In the present study, body weight and the associated characteristic of body mass index were both significantly correlated with time to extubation, whereas age, sex and height were not. However, since patients aged ≥ 65 years were excluded from the study, these results cannot be generalised to those in this age group.
The lowest fresh gas flow rate used in the present study was 2 l/min. However, it may be necessary to study emergence at even lower flow rates. The results of the present study allow prediction of the emergence time with fresh gas flow rates of 2, 4 or 6 l/min, a mean end-tidal desflurane concentration of 5.4 vol% at the termination of desflurane administration for an approximately 3-h surgical procedure using desflurane and remifentanil. Many factors can affect the recovery pattern.17–22 The rate of recovery is faster with desflurane anaesthesia than with sevoflurane, and is faster with sevoflurane anaesthesia than with isoflurane. Furthermore, it is also delayed with a prolonged operation time, lower fresh gas flow rate and higher fraction of inhalation anaesthetic. Thus, adjustments will be required according to the individual situation. The development of devices for automatically controlling the end-tidal inhalation anaesthetic concentration has allowed the maintenance of the targeted end-tidal volatile anaesthetic concentration at a low fresh gas flow with small amounts of inhalation anaesthetic.23,24 If this strategy is used during the emergence period, patients can be awakened more comfortably and cost effectively, compared with other strategies.

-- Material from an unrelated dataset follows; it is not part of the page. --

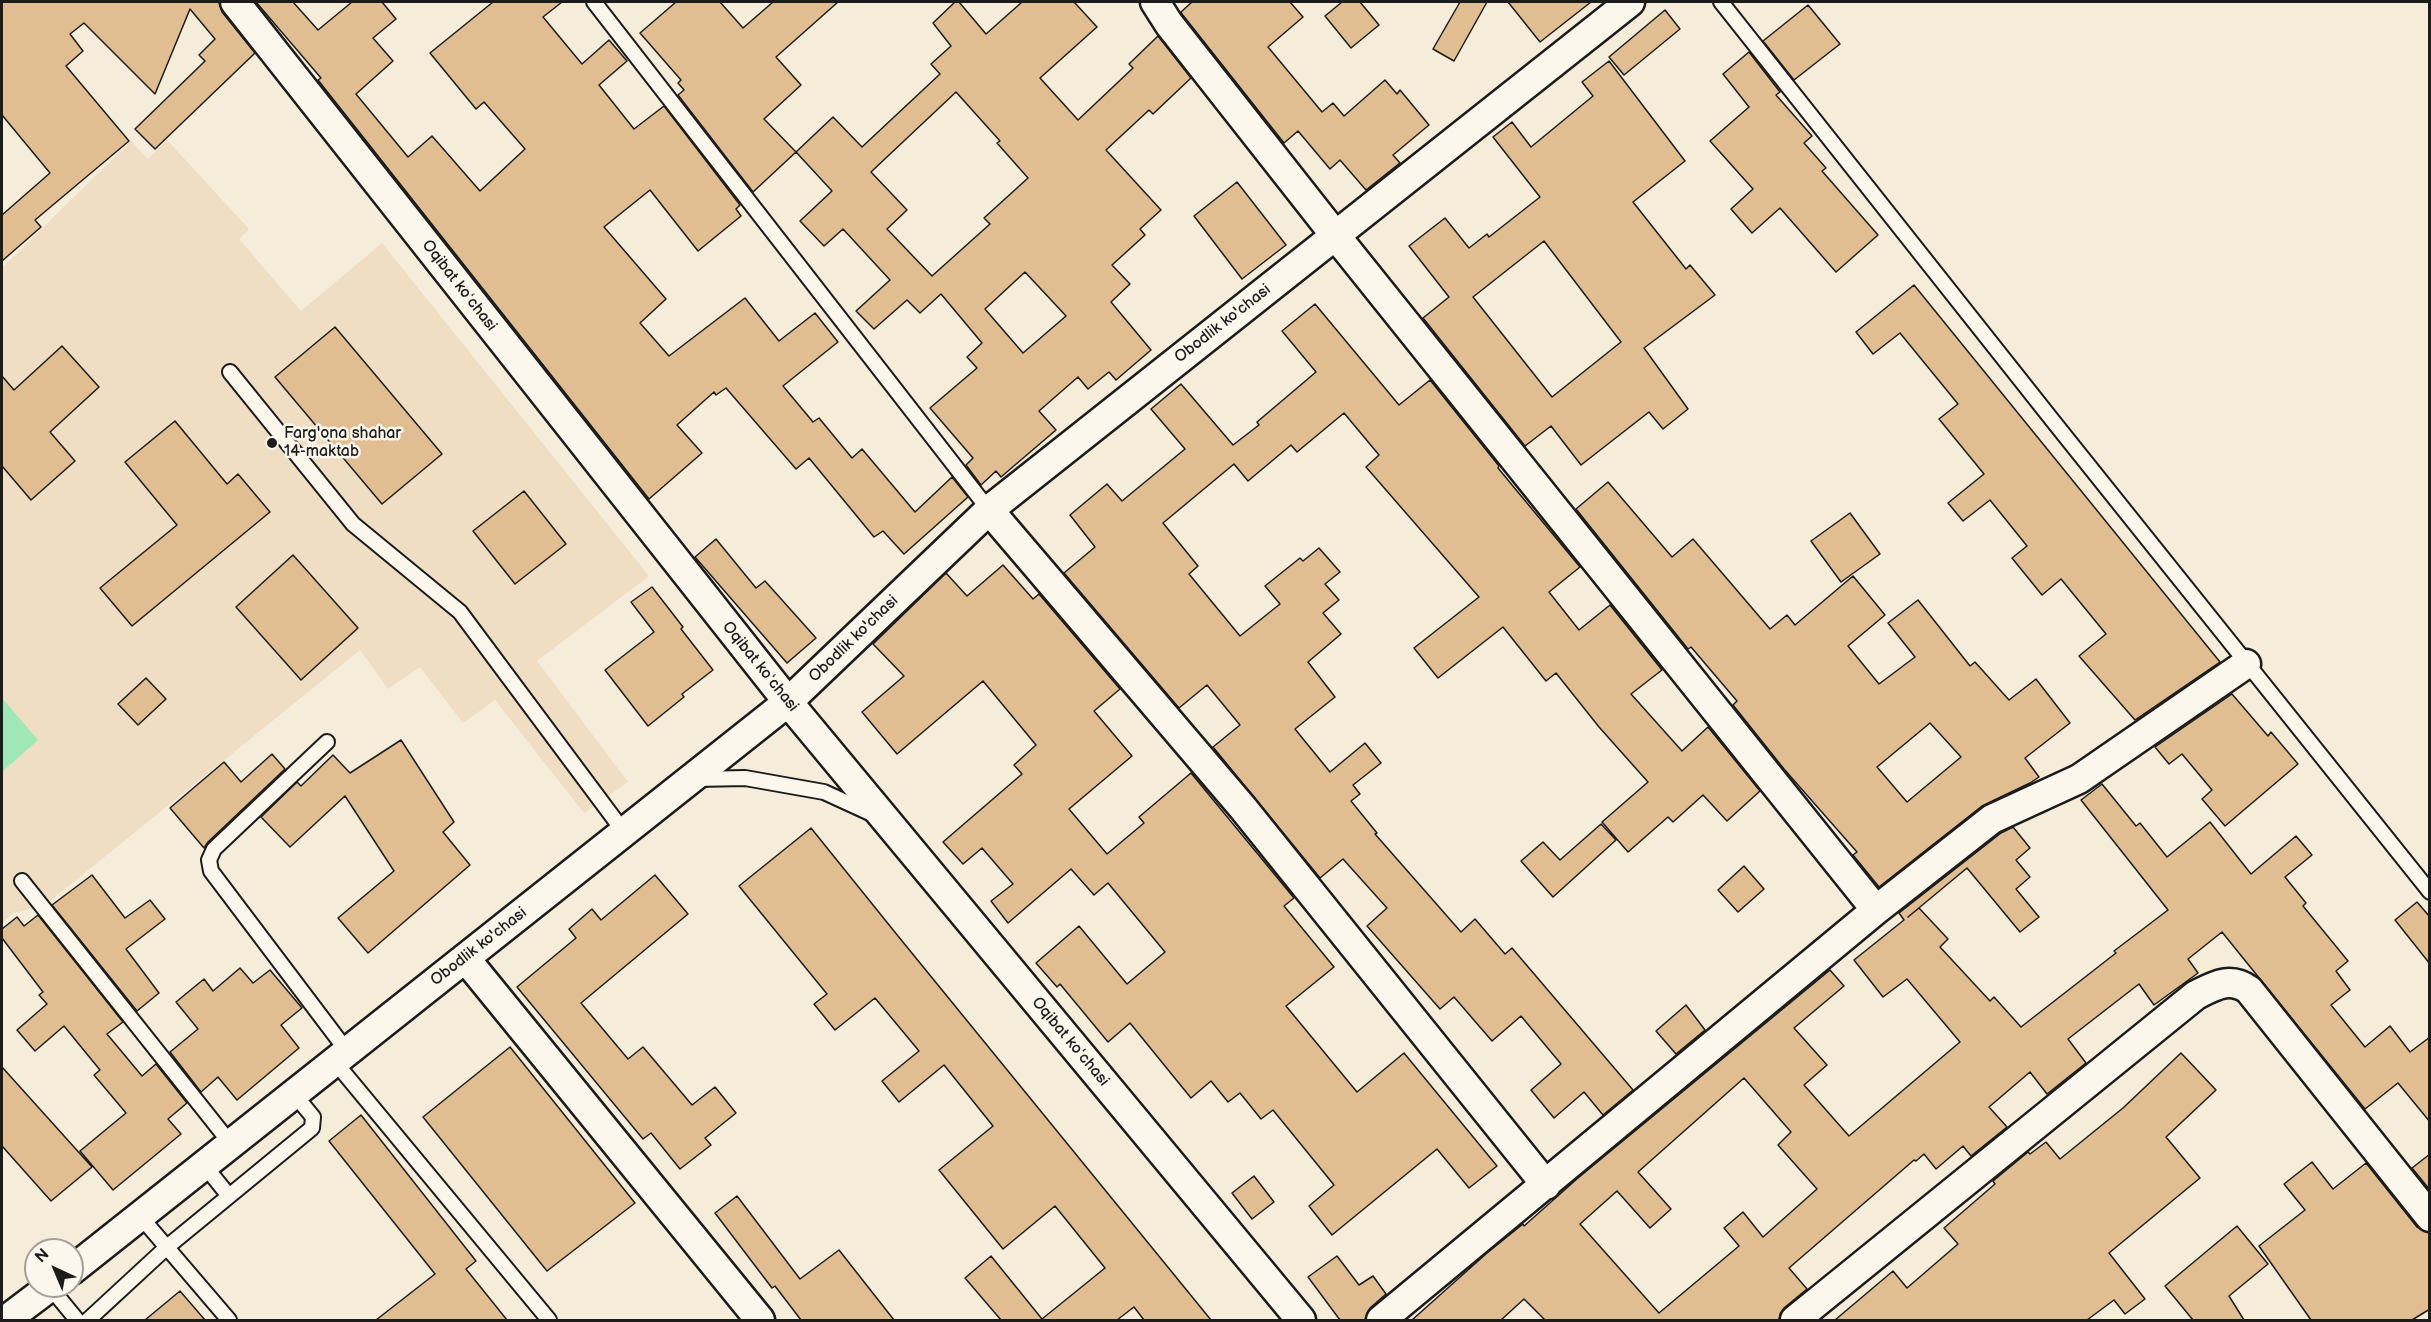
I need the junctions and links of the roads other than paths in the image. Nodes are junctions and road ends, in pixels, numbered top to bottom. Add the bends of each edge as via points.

The findings of the present study failed to clarify the economic benefits of a rate of 2 l/min during emergence. While the economic benefits of low flow rates have been reported previously,1,2,4,6 they are extremely difficult to estimate during the emergence phase alone. Using the computer simulation program Gas Man® version 4.2 (http://www.gasmanweb.com/software.html), with a low fresh gas flow of 2 l/min during surgery and emergence and an end-tidal desflurane concentration of 5.4 vol% (patient body weight 60 kg), about 1 l of desflurane can be saved compared with a high flow rate of 6 l/min, giving a cost saving of $1.6 at a liquid desflurane cost of $35.5/100 ml. If anaesthesia is maintained at 4 l/min, about 1.9 l of delivered desflurane can be saved, resulting in a cost saving of $3.2. The savings in terms of cost and volume of inhalation agent used are small, and the cost of anaesthesia is much lower than the cost of surgery, suggesting that, if only emergence was considered, the economic benefits would be minor. However, even if the economic benefit in each individual patient is small, the cumulative savings could be large.
In conclusion, it is possible to use a low-flow technique during the emergence period as well as the maintenance period without delaying recovery if the inhaled anaesthetic is stopped at a predicted time before the end of surgery. This may help to reduce anaesthetic consumption, with potential global environmental and economic benefits. Further clinical trials to investigate low-flow rates during emergence are warranted.
Footnotes
Declaration of conflicting interest
The authors declare that there are no conflicts of interest.
Funding
This research received no specific grant from any funding agency in the public, commercial, or not-for-profit sectors.